絶体絶命。
いや、命は奪われないが魂を奪われかねないこの事態。
私は息を飲む。同時に目の前の変態も違う意味で息を飲んだ。
だが、息を飲んで思わず目を閉じると、女はぴたりと動かなくなった。
声も漏らさない……あれだけ下心丸出しで接してきたのにもかかわらず、だ。
「……?」
目を開ける。
女の顔が、相変わらず目の前に存在していた。
していたのだが、何か様子がおかしい。先ほどまでの笑顔が、引き攣っているのだ。
どうしたのだろうと疑問に思いながらも、ろくに動けない私にするべき事は無い。
と、そんな時だった。
「……運び屋、何なんだこいつは」
低く、冷徹な声が、女の後ろから聞こえた。
少しだけ顔を傾けてみると、いつの間にか目覚めていたブーンが、女の後頭部に拳銃を突き付けていたのだった。
チャンスが来たと、確信する。
急いで私は腹筋を使って上半身を起こし、女の胸に頭突きする。
銃を突き付けられていたため、彼女はろくに反応できなかったようだ。
鈍い衝撃が頭に響き、同時に女がのけぞった。
「ふぐっ!?」
そのまま巴投げのように後ろへ投げる。
「あらぁ!?」
素っ頓狂な声をあげて倒れる女に、今度は私から攻撃をかける。
バック転するように起き上がり、女を踏みつけようとしたのだ。
「あぶなぁっ!?」
咄嗟に女は私の踏みつけを腕でパリィして回避すると、横へ転がって距離を取る。
そして……なんだかよくわからないブレイクダンスのようなアクロバティックな横回転をすると、立ち上がって言った。
「もぅ、男は邪魔よ!」
「あんたが邪魔よ」
思わず本音を漏らす。
ブーンは相変わらず何が起きているかよく分からないといった様子だ。
「おい、撃っていいのか?」
「えーっと……」
ブーンの提案に少し迷う。
襲撃を受けた事は確かだが、別に命や金銭を奪おうとしていた訳ではない。
いやまぁ、大事なものを掻っ攫おうとしていたのだが……
ブーンにそれを言いたくないしなぁ。
私が迷っていると、女はにっこり笑った。
「ん~!クロエちゃん優しいね!普通はその場で撃って来るのに」
そりゃああんな事をしていたら誰だって撃つだろう。
突っ込みたくなる気持ちを抑えつつ、声をかける。
「あなたはどこの所属かしら?リージョンやNCRじゃないわね」
「あら、私はしがないただのスカベンジャーよ」
「嘘ね」
断言する。
すると、女の笑顔がわずかに変わる。
先ほどまでの、下心丸出しの笑顔から……何というか、不敵としか形容できない笑みへと変わったのだ。
「……どうしてそう思うのかしら?」
「パワーフィストと格闘術」
そう。
私の目に狂いが無ければ、あの女は右腕に小型のパワーフィストを装着している。
パワーフィストとは、腕に装着して使用するガントレットの一種である。
伸縮式の拳が備え付けられていて、ガス圧により一気に前へと伸びる装置……
そのため、殴り合いではとてつもない威力を発揮する。
だが、それは殴り合いのみの話で、本来であれば他の格闘術……掴み技や寝技に流用することは難しい。

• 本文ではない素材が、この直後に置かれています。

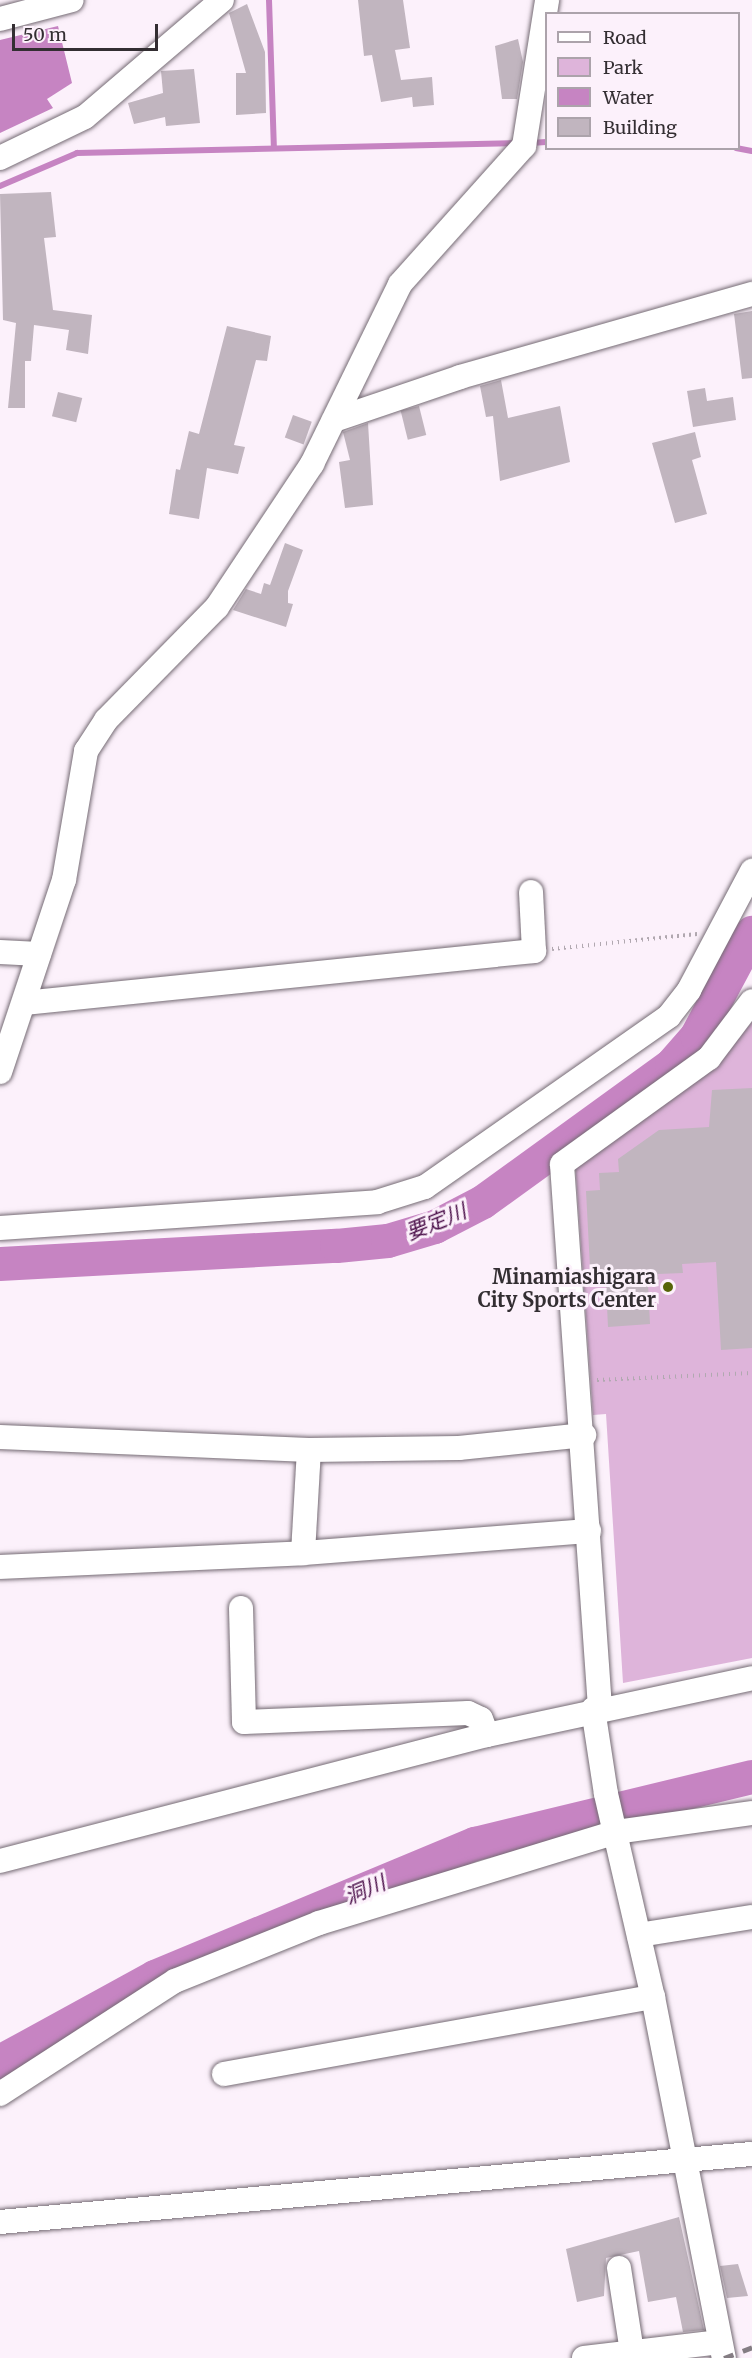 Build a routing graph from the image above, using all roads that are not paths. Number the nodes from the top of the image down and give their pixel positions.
1 (72, 0) edge
2 (222, 0) edge
3 (545, 17) edge
4 (0, 20) edge
5 (0, 158) edge
6 (752, 294) edge
7 (334, 420) junction
8 (752, 871) edge
9 (531, 892) dead end
10 (0, 952) edge
11 (39, 954) junction
12 (752, 1001) edge
13 (24, 1003) junction
14 (0, 1072) edge
15 (0, 1228) edge
16 (584, 1436) junction
17 (0, 1437) edge
18 (309, 1450) junction
19 (589, 1531) junction
20 (303, 1553) junction
21 (0, 1567) edge
22 (241, 1608) dead end
23 (752, 1678) edge
24 (596, 1708) junction
25 (487, 1735) junction
26 (752, 1813) edge
27 (614, 1828) junction
28 (0, 1861) edge
29 (752, 1917) edge
30 (639, 1935) junction
31 (653, 1997) junction
32 (224, 2074) dead end
33 (0, 2094) edge
34 (752, 2154) edge
35 (685, 2163) junction
36 (0, 2222) edge
37 (619, 2268) dead end
38 (722, 2350) edge
39 (632, 2352) junction
40 (584, 2358) edge

1 - 4 street
2 - 5 street
3 - 7 street
6 - 7 street
7 - 11 street
8 - 15 street
9 - 13 street
10 - 11 street
11 - 13 street
12 - 16 street
13 - 14 street
16 - 18 street
16 - 19 street
17 - 18 street
18 - 20 street
19 - 20 street
19 - 24 street
20 - 21 street
22 - 25 street
23 - 24 street
24 - 25 street
24 - 27 street
25 - 28 street
26 - 27 street
27 - 30 street
27 - 33 street
29 - 30 street
30 - 31 street
31 - 32 street
31 - 35 street
34 - 35 street
35 - 36 street
35 - 38 street
37 - 39 street
38 - 39 street
39 - 40 street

パワーフィストのマニピュレータ―部分が、装着している手と連動して動くようになっているとは言っても、ラグや誤差が大きいのだ。
そもそもがパワーアーマー用のものだし。
だから、あれだけ繊細な……傷つける事を良しとしない拘束技を容易く扱えるという事は、少なからずそういった訓練を受けている事になる。
独学では到底難しいだろうから。
ならばどこの組織か。
リージョンは違う。あそこは純粋に敵を殺すための技術を使う。
NCRも違う。確かに技術力があるが、パワーフィストのような扱いに困る近距離武器よりも、彼らなら銃を選ぶだろう。
「Brotherhood of Steelね」
「何っ!?」
ブーンが驚いたように言った。
確かNCRとBrotherhood of Steelは数年前にどこかを巡って争ったらしい……ブーンの驚きようにも納得がいく。
「へぇ……可愛いだけじゃなくて頭まで切れるのね。ほんと気に入ったわ」
ぺろりと、よく見れば端正な顔立ちの女は舌なめずり。
ゾクッとしてしまった。碌な目に遭わないわね私……
「運び屋、あいつは危険だ」
「そんな事分かってるわよ……」
もちろんブーンが言っている事の意味は理解できていた。
だが、私も言わずにはいられなかったのも事実だ。